>>>

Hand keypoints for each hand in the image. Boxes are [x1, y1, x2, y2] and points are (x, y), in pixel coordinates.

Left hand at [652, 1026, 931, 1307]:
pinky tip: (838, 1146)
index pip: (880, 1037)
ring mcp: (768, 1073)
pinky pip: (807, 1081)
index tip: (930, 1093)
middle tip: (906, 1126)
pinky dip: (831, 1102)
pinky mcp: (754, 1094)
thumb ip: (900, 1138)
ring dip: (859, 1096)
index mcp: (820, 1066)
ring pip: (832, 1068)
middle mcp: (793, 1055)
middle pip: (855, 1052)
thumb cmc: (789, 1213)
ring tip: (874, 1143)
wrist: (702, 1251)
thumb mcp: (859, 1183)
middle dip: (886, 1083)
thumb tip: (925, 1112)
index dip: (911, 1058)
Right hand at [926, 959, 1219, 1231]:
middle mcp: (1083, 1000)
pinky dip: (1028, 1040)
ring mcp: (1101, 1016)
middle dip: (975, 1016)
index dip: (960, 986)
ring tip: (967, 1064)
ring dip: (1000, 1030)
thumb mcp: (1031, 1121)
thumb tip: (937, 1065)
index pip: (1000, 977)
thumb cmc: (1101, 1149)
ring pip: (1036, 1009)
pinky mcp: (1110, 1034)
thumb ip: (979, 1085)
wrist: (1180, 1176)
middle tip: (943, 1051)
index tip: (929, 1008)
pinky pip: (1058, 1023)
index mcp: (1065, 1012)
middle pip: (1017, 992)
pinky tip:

<<<

# [WHAT YOU SHOULD DO]
Exactly as they stand, please print the lines from the first line of the records above down to the line that includes "ring dip: (1000, 1030)", both of those included and no others.

# [RESULT FOR THIS TASK]
Hand keypoints for each hand in the image. Boxes are [x1, y1, x2, y2] and points are (x, y), in pixel coordinates.

Left hand at [652, 1026, 931, 1307]:
pinky tip: (838, 1146)
index pip: (880, 1037)
ring mcp: (768, 1073)
pinky pip: (807, 1081)
index tip: (930, 1093)
middle tip: (906, 1126)
pinky dip: (831, 1102)
pinky mcp: (754, 1094)
thumb ip: (900, 1138)
ring dip: (859, 1096)
index mcp: (820, 1066)
ring pip: (832, 1068)
middle mcp: (793, 1055)
middle pip: (855, 1052)
thumb cmc: (789, 1213)
ring tip: (874, 1143)
wrist: (702, 1251)
thumb mcp: (859, 1183)
middle dip: (886, 1083)
thumb tip: (925, 1112)
index dip: (911, 1058)
Right hand at [926, 959, 1219, 1231]:
middle mcp: (1083, 1000)
pinky dip: (1028, 1040)
ring mcp: (1101, 1016)
middle dip: (975, 1016)
index dip: (960, 986)
ring tip: (967, 1064)
ring dip: (1000, 1030)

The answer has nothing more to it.